In 1988, one of the GIF principals allegedly discovered that the compression algorithm was patented, and reported this information to management for further inquiry. CompuServe then contacted Unisys and was not told to discontinue use of LZW or to pay any royalties. To date, however, none of these allegations have been confirmed by either company. What is known is that CompuServe and others continued to use GIF freely and without interference from Unisys, for seven years.

In 1994, CompuServe and Unisys announced plans for a license fee to the public. Software companies selling products which made use of the GIF format would be required to pay Unisys 0.45% of the selling price (with a ten-cent minimum and ten-dollar maximum). No payment of any royalty to CompuServe was required; as had been the case before, CompuServe's contribution remained free to the public.

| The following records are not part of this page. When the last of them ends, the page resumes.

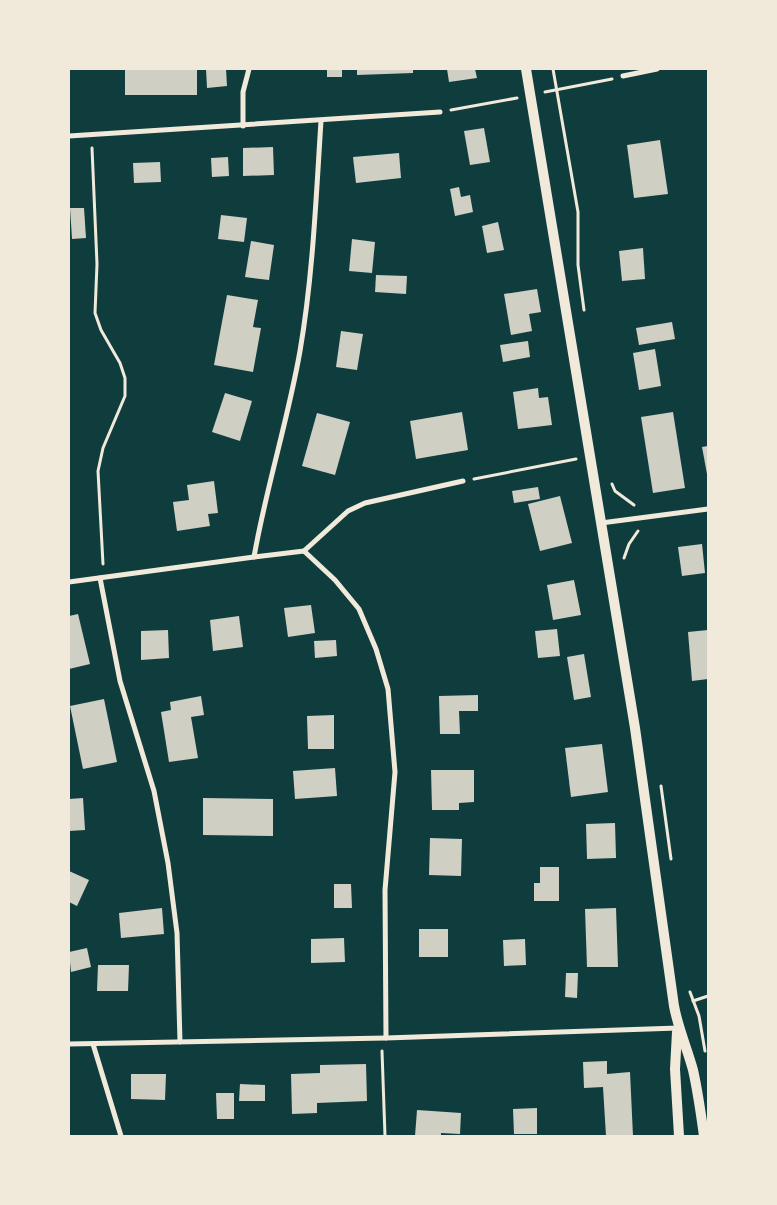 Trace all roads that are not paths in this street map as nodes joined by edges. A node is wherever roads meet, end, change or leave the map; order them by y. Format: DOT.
graph roads {
  1 [pos="249,69"];
  2 [pos="520,69"];
  3 [pos="526,69"];
  4 [pos="657,69"];
  5 [pos="623,76"];
  6 [pos="530,96"];
  7 [pos="440,112"];
  8 [pos="321,121"];
  9 [pos="243,126"];
  10 [pos="69,136"];
  11 [pos="463,481"];
  12 [pos="708,509"];
  13 [pos="601,523"];
  14 [pos="304,551"];
  15 [pos="254,557"];
  16 [pos="102,578"];
  17 [pos="69,582"];
  18 [pos="678,1028"];
  19 [pos="384,1038"];
  20 [pos="180,1042"];
  21 [pos="69,1044"];
  22 [pos="93,1044"];
  23 [pos="121,1136"];
  24 [pos="680,1136"];
  25 [pos="704,1136"];
  1 -- 9 [label="street"];
  2 -- 6 [label="main road"];
  3 -- 6 [label="main road"];
  4 -- 5 [label="street"];
  6 -- 13 [label="main road"];
  7 -- 8 [label="street"];
  8 -- 9 [label="street"];
  8 -- 15 [label="street"];
  9 -- 10 [label="street"];
  11 -- 14 [label="street"];
  12 -- 13 [label="street"];
  13 -- 18 [label="main road"];
  14 -- 15 [label="street"];
  14 -- 19 [label="street"];
  15 -- 16 [label="street"];
  16 -- 17 [label="street"];
  16 -- 20 [label="street"];
  18 -- 19 [label="street"];
  18 -- 24 [label="main road"];
  18 -- 25 [label="main road"];
  19 -- 20 [label="street"];
  20 -- 22 [label="street"];
  21 -- 22 [label="street"];
  22 -- 23 [label="street"];
}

Unisys stirred up a furious response in early 1999 when it demanded that some operators of noncommercial web sites containing GIF images pay the company a one-time license fee of $5000, whether or not the images had been created with licensed software. Unisys demanded even larger payments from some commercial sites. In the case of AccuWeather, Inc., operator of the accuweather.com, Unisys demanded a license fee of $3.8 million. (AccuWeather refused to agree to the terms of the license and subsequently switched to another file format.)

CompuServe

Original CompuServe Patent Announcement

Unisys LZW Licensing

AccuWeather Case

OUTCOME

Virtually all commercial software products making use of LZW compression are licensed from Unisys, allowing users to generate GIF images without the payment of further royalties. However, the Unisys license agreement apparently does not universally allow free use of GIF images on the web without further royalty payments, even if the images were created with licensed software.

Looking for a non-patented replacement to GIF, a new graphics standard, PNG (Portable Network Graphics) was developed with the help of CompuServe. Technically, PNG is superior to GIF as a lossless compression standard, producing smaller files with no difference in quality; unfortunately, as of May 2000, support for the format in applications is not nearly as widespread as GIF. Additionally, PNG does not (yet) support animated images, which limits the use of PNG in online advertisements.

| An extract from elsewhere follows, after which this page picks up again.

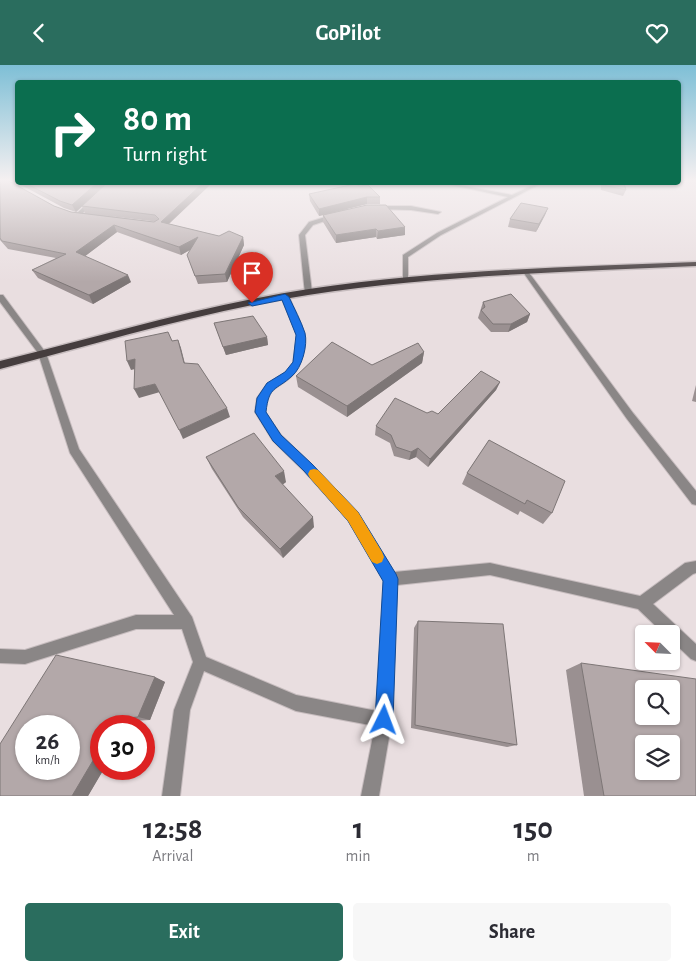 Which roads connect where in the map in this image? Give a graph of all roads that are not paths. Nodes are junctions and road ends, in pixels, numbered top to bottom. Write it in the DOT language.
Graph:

Not surprisingly, libertarians on the web railed against Unisys. The emergence of new standards like PNG led to such net events as Burn All GIFs Day, in which webmasters were implored to take all of the GIF images off of their sites and replace them identical images in other, free formats.

Seeking to avoid negative publicity, Unisys backed off from its hard-line public stance on the issue, but still requires license fees for use of LZW in software and in images on the web, and continues to be successful in collecting fees from software developers.

Burn All GIFs Day

Unisys Demands Spur Rivals

The PNG Standard

ANALYSIS

CompuServe had alternatives to LZW compression when it created the GIF standard, but they were less appealing, and there appeared to be no compelling reason not to use LZW, since it was mistakenly assumed to be patent-free.

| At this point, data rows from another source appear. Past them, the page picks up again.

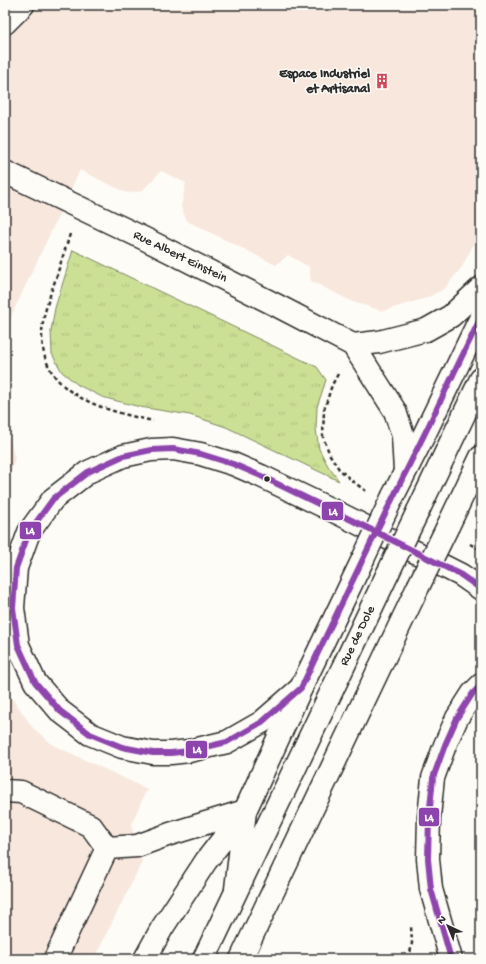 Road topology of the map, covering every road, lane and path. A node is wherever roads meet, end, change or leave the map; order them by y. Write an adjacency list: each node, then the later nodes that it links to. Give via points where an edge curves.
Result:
1 (23, 5): 2 (street)
2 (5, 23)
3 (5, 172): 4 (street, Rue Albert Einstein)
4 (79, 208): 7 (street, Rue Albert Einstein); 10 (path, via 44,315 42,338 46,360 60,384 77,396 117,413)
5 (481, 288): 7 (street, via 451,316 426,330 379,342)
6 (481, 317): 12 (street, Rue de Dole)
7 (353, 345): 12 (street, via 395,411 403,436)
8 (338, 373): 13 (path, via 324,410 323,437 339,469)
9 (481, 379): 20 (street, Rue de Dole, bridge)
10 (160, 422)
11 (481, 457): 24 (street, bridge)
12 (405, 471): 16 (street, Rue de Dole, bridge)
13 (368, 492)
14 (481, 589): 16 (street, Rue de Dole, via 461,575 261,476 201,454 173,449 151,450 123,456 88,472 53,499 29,532 16,568 13,608 18,645 35,682 60,711 90,734 122,747 153,753 190,751 227,742 262,722)
15 (481, 685): 25 (street, via 472,693 457,718 433,778 428,859 431,888)
16 (301, 688): 18 (street, Rue de Dole)
17 (5, 791): 19 (street, via 21,792 91,826)
18 (245, 811): 19 (street, via 136,846); 20 (street, Rue de Dole); 22 (street, via 206,861)
19 (107, 848): 21 (street)
20 (236, 893): 23 (street, Rue de Dole)
21 (55, 959)
22 (145, 959)
23 (204, 959)
24 (241, 959)
25 (452, 959)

In turn, many other software developers turned to GIF since they assumed that it too would be free. "If we had known," said one developer quoted on the web, "we would never have used it." Clear alternatives existed, but CompuServe's failure to discover the patent, combined with Unisys's failure to aggressively defend its patent from the outset, created a vaccuum of information.

This "bait-and-switch" scenario that makes the LZW patent and its applicability to GIF images both so interesting and troubling. Among the problems that the League for Programming Freedom claims for software patents is that the sheer number of patents makes searching for and identifying relevant patents extremely difficult.

The LZW case illustrates one of the biggest problems with software patents--the very nature of software and algorithms leads programmers and scientists to freely adopt and exchange ideas that have been published in academic and non-academic literature. Without clear indication that a particular idea or algorithm has been patented (or has a patent pending), the alternative is for programmers to ignore everything of uncertain origin. Clearly, this solution does not seem optimal, since its primary consequence would be to thwart progress.